Nearly one-third of all strokes are caused by atrial fibrillation and Oral anticoagulation is a necessity for stroke prevention in patients with atrial fibrillation. Catheter ablation is used in patients with atrial fibrillation to restore and maintain the heart’s normal rhythm and ESC guidelines recommend that atrial fibrillation ablation should be performed with continuous anticoagulation. According to results of the AXAFA-AFNET 5 trial presented at EHRA 2018, a European Society of Cardiology (ESC) congress, it has been found that Apixaban and warfarin are equally safe during catheter ablation of atrial fibrillation, There were similar rates of stroke and bleeding, and an improvement in cognitive function was shown for the first time.The results of this study confirm that the NOAC apixaban is as safe as a VKA in this situation.
The AXAFA-AFNET 5 trial was the first randomized trial to examine whether continuous apixaban was a safe alternative to a VKA during catheter ablation of atrial fibrillation.3 The study design has been previously reported.Briefly, 633 patients with atrial fibrillation and additional stroke risk factors scheduled to undergo atrial fibrillation ablation in Europe and the US were randomised to receive either continuous apixaban or the locally used VKA (warfarin, phenprocoumon, acenocoumarol, or fluindione).
The primary outcome was a composite of all-cause death, stroke, and major bleeding up to three months after ablation. It occurred in 22 patients randomised to apixaban and 23 randomised to VKA. Professor Paulus Kirchhof, international chief investigator of the trial, said: “The results show that apixaban is a safe alternative to warfarin during catheter ablation of atrial fibrillation in patients at risk of stroke.”

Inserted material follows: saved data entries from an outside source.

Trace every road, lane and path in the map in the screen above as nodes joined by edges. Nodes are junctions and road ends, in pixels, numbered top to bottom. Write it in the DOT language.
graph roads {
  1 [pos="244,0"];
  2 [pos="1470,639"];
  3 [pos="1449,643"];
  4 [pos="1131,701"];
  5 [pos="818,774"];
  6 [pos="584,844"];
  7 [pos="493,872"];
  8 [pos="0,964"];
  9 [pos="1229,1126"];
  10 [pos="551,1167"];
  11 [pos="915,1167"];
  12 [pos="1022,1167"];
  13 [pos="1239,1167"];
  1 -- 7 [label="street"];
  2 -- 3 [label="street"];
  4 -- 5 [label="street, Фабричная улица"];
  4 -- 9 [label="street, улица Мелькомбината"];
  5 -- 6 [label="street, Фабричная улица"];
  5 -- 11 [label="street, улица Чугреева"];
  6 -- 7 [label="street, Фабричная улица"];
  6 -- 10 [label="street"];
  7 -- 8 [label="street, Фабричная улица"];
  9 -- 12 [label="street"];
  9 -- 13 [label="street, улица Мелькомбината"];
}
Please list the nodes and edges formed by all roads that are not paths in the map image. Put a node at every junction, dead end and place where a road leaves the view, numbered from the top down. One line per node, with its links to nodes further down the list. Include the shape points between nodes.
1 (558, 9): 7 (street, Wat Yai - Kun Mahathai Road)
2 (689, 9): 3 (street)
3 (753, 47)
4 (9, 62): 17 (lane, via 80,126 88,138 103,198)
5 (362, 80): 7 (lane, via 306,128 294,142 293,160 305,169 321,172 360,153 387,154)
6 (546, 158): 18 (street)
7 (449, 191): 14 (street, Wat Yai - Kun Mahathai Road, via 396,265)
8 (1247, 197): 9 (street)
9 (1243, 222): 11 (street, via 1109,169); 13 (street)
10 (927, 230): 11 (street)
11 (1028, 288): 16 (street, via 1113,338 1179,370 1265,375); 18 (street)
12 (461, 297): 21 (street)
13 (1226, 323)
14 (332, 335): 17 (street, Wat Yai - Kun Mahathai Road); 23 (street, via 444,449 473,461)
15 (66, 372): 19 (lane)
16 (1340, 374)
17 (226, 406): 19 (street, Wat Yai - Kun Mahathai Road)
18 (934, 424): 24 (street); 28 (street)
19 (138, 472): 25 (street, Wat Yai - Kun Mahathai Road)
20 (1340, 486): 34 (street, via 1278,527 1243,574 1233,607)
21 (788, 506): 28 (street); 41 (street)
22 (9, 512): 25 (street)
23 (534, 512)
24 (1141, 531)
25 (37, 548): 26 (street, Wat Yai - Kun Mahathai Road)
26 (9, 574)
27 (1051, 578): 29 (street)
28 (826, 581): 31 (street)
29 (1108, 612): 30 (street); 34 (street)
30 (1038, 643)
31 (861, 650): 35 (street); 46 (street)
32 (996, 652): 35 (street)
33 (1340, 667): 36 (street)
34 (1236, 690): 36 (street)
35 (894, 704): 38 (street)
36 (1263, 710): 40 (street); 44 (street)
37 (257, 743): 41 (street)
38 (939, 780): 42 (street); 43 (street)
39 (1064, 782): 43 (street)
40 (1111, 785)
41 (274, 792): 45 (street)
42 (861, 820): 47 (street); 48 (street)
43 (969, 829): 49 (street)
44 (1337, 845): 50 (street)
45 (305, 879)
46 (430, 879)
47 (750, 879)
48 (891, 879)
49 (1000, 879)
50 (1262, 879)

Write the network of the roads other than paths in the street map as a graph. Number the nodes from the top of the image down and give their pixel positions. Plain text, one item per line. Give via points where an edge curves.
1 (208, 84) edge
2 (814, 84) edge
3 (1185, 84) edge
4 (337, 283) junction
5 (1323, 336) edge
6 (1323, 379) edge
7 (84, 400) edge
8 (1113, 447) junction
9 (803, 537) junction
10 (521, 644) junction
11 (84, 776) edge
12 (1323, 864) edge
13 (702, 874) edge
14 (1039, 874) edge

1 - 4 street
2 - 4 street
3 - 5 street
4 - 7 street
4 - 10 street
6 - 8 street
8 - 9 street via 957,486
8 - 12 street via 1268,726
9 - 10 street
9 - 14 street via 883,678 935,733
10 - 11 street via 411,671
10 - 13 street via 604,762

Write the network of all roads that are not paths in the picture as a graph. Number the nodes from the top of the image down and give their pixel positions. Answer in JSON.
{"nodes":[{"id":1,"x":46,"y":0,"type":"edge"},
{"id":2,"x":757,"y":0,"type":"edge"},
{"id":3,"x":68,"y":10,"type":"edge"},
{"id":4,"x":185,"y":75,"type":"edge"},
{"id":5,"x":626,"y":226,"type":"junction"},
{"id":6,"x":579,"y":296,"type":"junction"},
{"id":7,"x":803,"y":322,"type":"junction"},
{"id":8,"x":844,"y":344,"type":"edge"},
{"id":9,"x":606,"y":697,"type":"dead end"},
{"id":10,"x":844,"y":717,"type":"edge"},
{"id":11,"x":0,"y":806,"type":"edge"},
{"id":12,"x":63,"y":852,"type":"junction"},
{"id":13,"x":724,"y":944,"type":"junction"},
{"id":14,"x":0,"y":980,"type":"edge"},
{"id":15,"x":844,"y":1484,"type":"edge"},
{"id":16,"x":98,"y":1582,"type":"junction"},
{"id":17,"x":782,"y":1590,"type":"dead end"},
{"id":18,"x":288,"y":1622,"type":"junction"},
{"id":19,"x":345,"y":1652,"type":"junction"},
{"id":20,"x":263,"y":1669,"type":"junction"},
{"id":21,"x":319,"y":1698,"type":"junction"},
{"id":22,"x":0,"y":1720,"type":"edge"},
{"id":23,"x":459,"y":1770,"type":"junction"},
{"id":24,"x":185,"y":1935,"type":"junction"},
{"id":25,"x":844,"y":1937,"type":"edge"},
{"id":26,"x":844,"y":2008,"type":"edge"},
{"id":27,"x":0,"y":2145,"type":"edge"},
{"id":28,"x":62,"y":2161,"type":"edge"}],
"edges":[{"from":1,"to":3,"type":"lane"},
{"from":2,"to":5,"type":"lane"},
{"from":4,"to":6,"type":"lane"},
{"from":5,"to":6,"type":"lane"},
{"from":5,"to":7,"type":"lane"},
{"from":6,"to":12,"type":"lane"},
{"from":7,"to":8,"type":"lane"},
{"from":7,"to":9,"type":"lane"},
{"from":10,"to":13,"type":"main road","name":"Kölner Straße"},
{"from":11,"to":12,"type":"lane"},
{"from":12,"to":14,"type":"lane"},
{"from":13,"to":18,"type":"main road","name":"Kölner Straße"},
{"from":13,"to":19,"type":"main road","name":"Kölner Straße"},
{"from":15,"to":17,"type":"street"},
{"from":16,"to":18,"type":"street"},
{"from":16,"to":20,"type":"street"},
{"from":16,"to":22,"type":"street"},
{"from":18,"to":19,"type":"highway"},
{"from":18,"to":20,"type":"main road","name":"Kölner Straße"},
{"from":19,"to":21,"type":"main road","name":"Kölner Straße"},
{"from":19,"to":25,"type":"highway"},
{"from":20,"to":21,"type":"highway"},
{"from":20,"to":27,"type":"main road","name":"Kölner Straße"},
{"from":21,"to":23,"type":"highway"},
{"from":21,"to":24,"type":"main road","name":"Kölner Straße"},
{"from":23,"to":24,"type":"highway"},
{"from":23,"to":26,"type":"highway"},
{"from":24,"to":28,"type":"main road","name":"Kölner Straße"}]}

The researchers assessed cognitive function at the beginning and end of the trial and found that it improved equally in both treatment groups. Professor Kirchhof said: “This is the first randomised trial to show that cognitive function is improving after atrial fibrillation ablation. It is possible that this is due to continuous anticoagulation, although we did not test this specifically.” A magnetic resonance imaging sub-study in 335 patients showed a similar rate of silent strokes in the apixaban (27%) and VKA (25%) groups.
The researchers concluded that continuous apixaban is safe and effective in patients undergoing atrial fibrillation ablation at risk of stroke with respect to bleeding, stroke, and cognitive function. Further research is needed to reduce ablation-related acute brain lesions.